We were boasting because we had an esteemed Layout Manager, and we could align objects (title and subtitle in this case)! Yet beneath that, there was more shame than we could let on. Because if the panels of the plot do not have hard edges, you would probably really want to align the texts along something else. But you could not do it.
Code
p + theme_538()
So little, yet it torments so much!
Now, you can align the titles with respect to the plot.
Code
p + theme_538() + theme(plot_title_position="plot")
And you can align the plot caption with respect to the plot as well.
Facet strip improvements
All over plotnine, when it came to placing objects around the panels we went to great lengths to cater to the default theme settings. If you only lived in default-land, the world was created for you and no one could stop you, like the lucky creator of this plot.
Code
data = pd.DataFrame ({
"x": "Lucky",
"y": "Freedie",
"horiz": ["A", "B", "A", "B"],
"vert": ["short", "short", "looooooong", "looooooong"]
})
p = (
ggplot(data, aes ("x","y"))
+ geom_point()
+ facet_grid(rows="vert", cols="horiz")
)
p
Then one time, they explored into the great beyond and rotated the facet strip-text.
p + theme(strip_text_y=element_text(rotation=0))
Still reaping the benefits of that tiny-tool, the Layour Manager, we have cleaned up a lot in the great beyond.

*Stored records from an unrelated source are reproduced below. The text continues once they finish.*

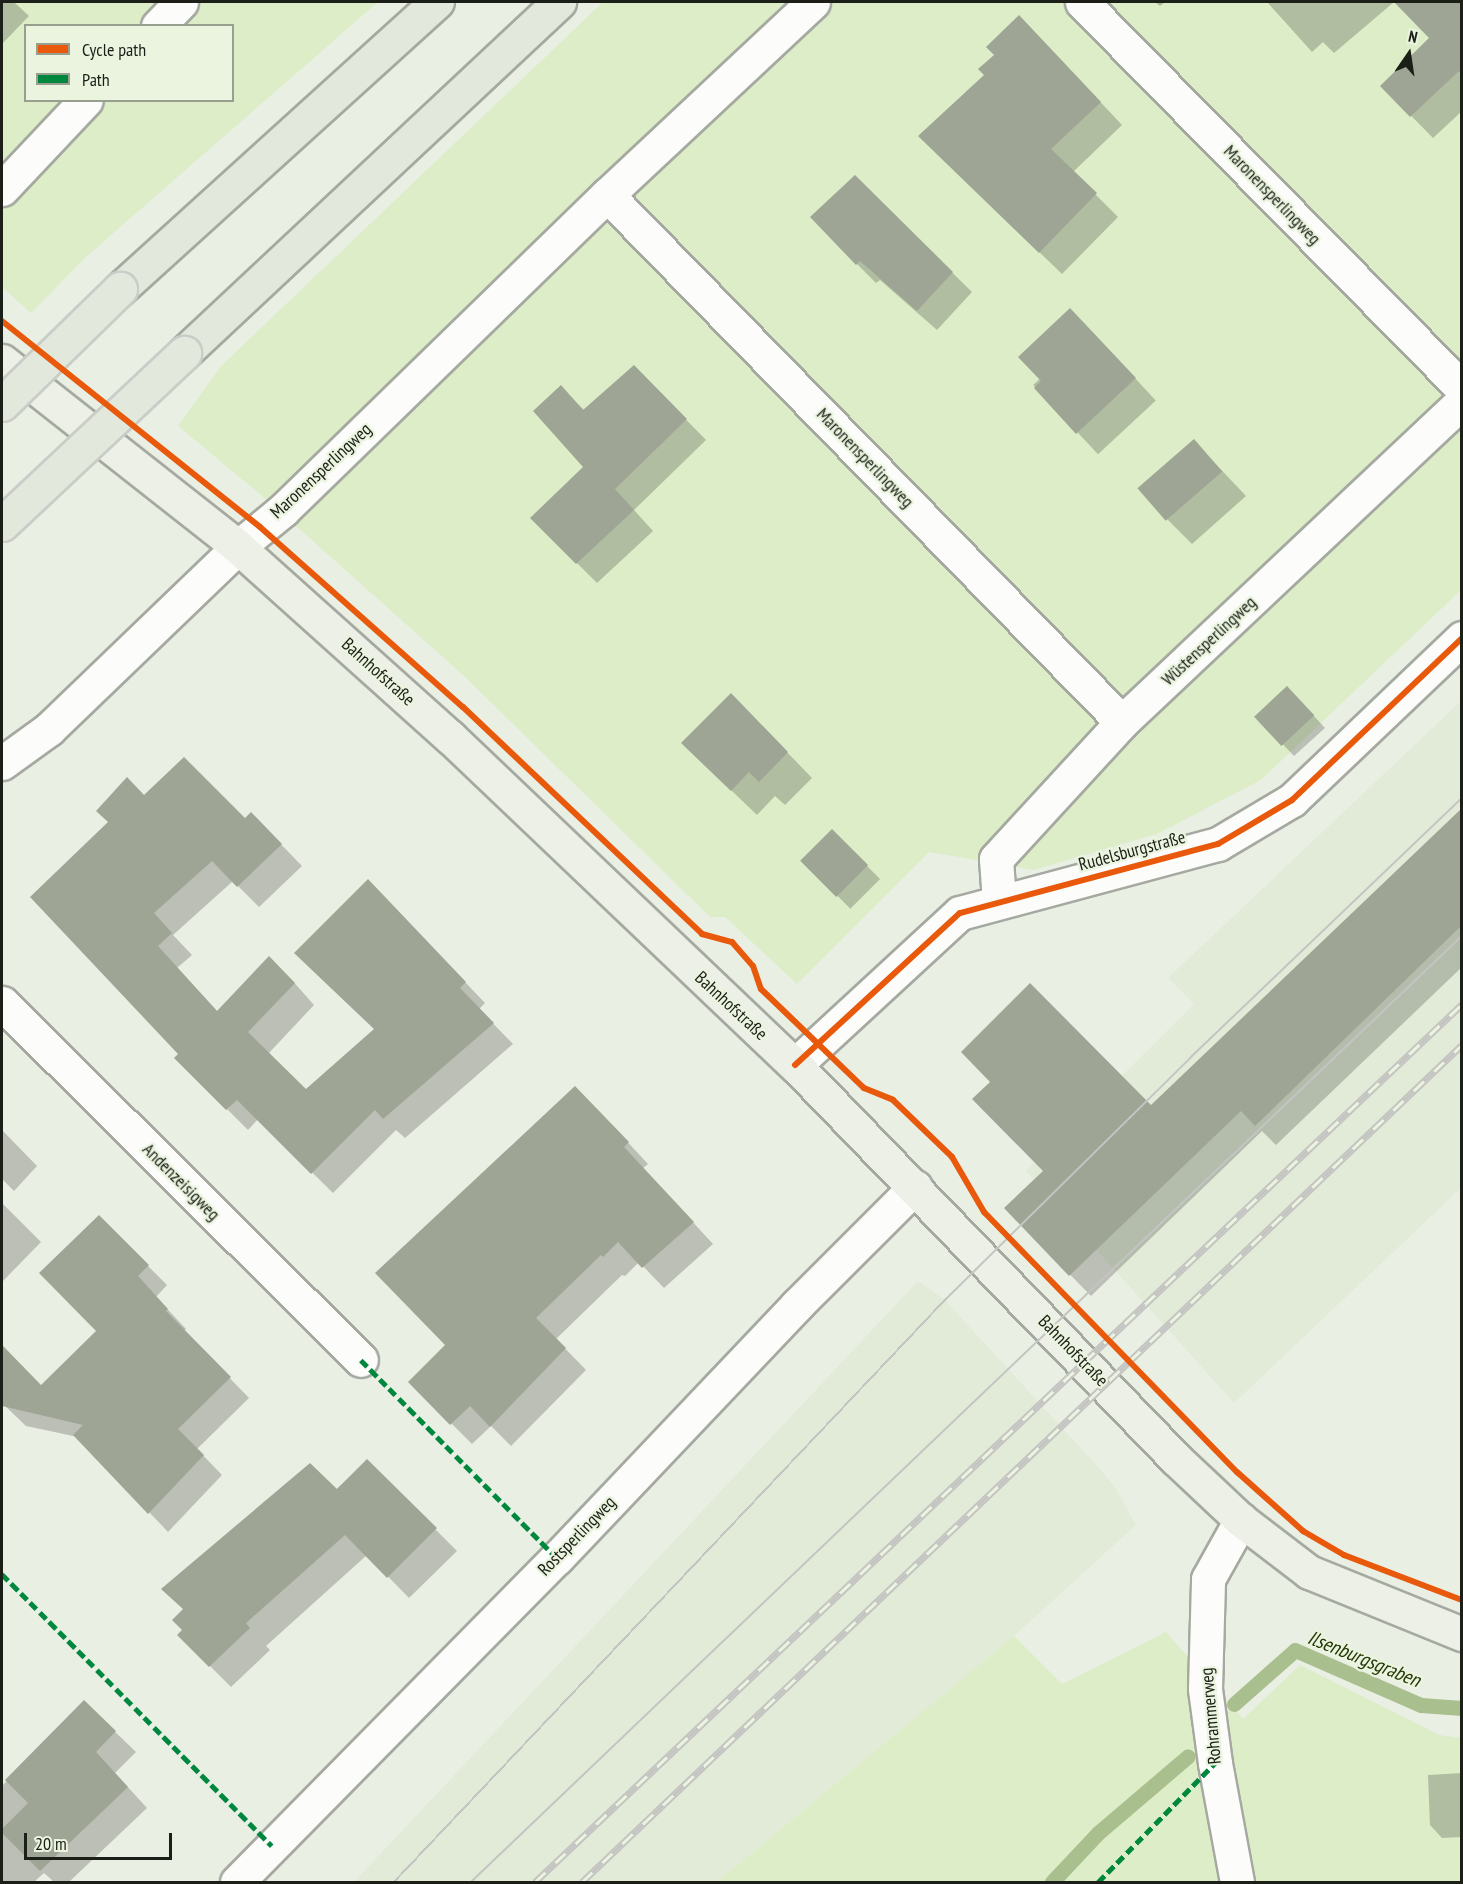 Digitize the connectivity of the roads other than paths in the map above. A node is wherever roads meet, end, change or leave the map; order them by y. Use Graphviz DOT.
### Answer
graph roads {
  1 [pos="181,2"];
  2 [pos="437,2"];
  3 [pos="559,2"];
  4 [pos="813,2"];
  5 [pos="1082,2"];
  6 [pos="160,24"];
  7 [pos="84,102"];
  8 [pos="2,189"];
  9 [pos="607,195"];
  10 [pos="2,362"];
  11 [pos="1461,388"];
  12 [pos="1461,402"];
  13 [pos="2,404"];
  14 [pos="2,524"];
  15 [pos="238,547"];
  16 [pos="1461,638"];
  17 [pos="1122,722"];
  18 [pos="2,763"];
  19 [pos="999,902"];
  20 [pos="2,1003"];
  21 [pos="795,1065"];
  22 [pos="915,1187"];
  23 [pos="360,1360"];
  24 [pos="1241,1520"];
  25 [pos="1461,1634"];
  26 [pos="237,1882"];
  27 [pos="1237,1882"];
  1 -- 6 [label="street"];
  2 -- 13 [label="highway, bridge"];
  3 -- 14 [label="highway, bridge"];
  4 -- 9 [label="street, Maronensperlingweg"];
  5 -- 11 [label="street, Maronensperlingweg"];
  7 -- 8 [label="street"];
  9 -- 15 [label="street, Maronensperlingweg"];
  9 -- 17 [label="street, Maronensperlingweg"];
  10 -- 15 [label="main road, Bahnhofstraße"];
  12 -- 17 [label="street, Wüstensperlingweg"];
  15 -- 18 [label="street, Maronensperlingweg"];
  15 -- 21 [label="main road, Bahnhofstraße"];
  16 -- 19 [label="street, Rudelsburgstraße"];
  17 -- 19 [label="street, Wüstensperlingweg"];
  19 -- 21 [label="street, Rudelsburgstraße"];
  20 -- 23 [label="street, Andenzeisigweg"];
  21 -- 22 [label="main road, Bahnhofstraße"];
  22 -- 24 [label="main road, Bahnhofstraße"];
  22 -- 26 [label="street, Rostsperlingweg"];
  24 -- 25 [label="main road, Bahnhofstraße"];
  24 -- 27 [label="street, Rohrammerweg"];
}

The strip texts and backgrounds have also had small but significant improvements.
Code
(
ggplot(mtcars)
+ geom_point(aes("wt", "mpg"))
+ facet_wrap(("gear", "am"), nrow=1, labeller="label_context")
+ theme(
strip_background_x=element_rect(fill=["green", "red", "red", "blue"], alpha=1/3),
strip_text_x=element_text(linespacing=2, ma="right", ha=0.85),
)
)
- The strip text has better default spacing and will also properly respond to the
linespacingparameter. - You can align the text horizontally along the strip using ratios.
- You multi-align the text.
- You can set some background or text properties per panel.
scale_color_hue switched to HCL color space
Working in HCL color space gives more perceptually uniform colors when only the chroma is varied at equal intervals. Previously, it used HLS color space.
See the difference.

For the HLS colors, the greens (in the middle) are visibly lighter than rest!
This also affects the default scale for the color (and fill) aesthetics. It also matches the hue color space in ggplot2.
Ridgeline plots
geom_sina gained the style parameter similar to geom_violin which allows you to make one-sided distribution plots. Using the same value for the style with these two geoms you can easily create a Ridgeline plot.
Code
(
ggplot(penguins.dropna(), aes("species", "bill_length_mm"))
+ geom_violin(position="identity", style="right", width=2, trim=False)
+ geom_sina(aes(color="bill_length_mm"), position="identity", style="right", maxwidth=2)
+ scale_x_discrete(expand=(0, -.9, 0, 0))
+ coord_flip()
)
Conclusion
While the headline features of this release are the new things and improvements that are powered by the Layout Manager, the changelog has plenty more. Among them are some small API tweaks to stats and geoms that make it easier to extend these types; they heard the anthem, and they too, want to be champions.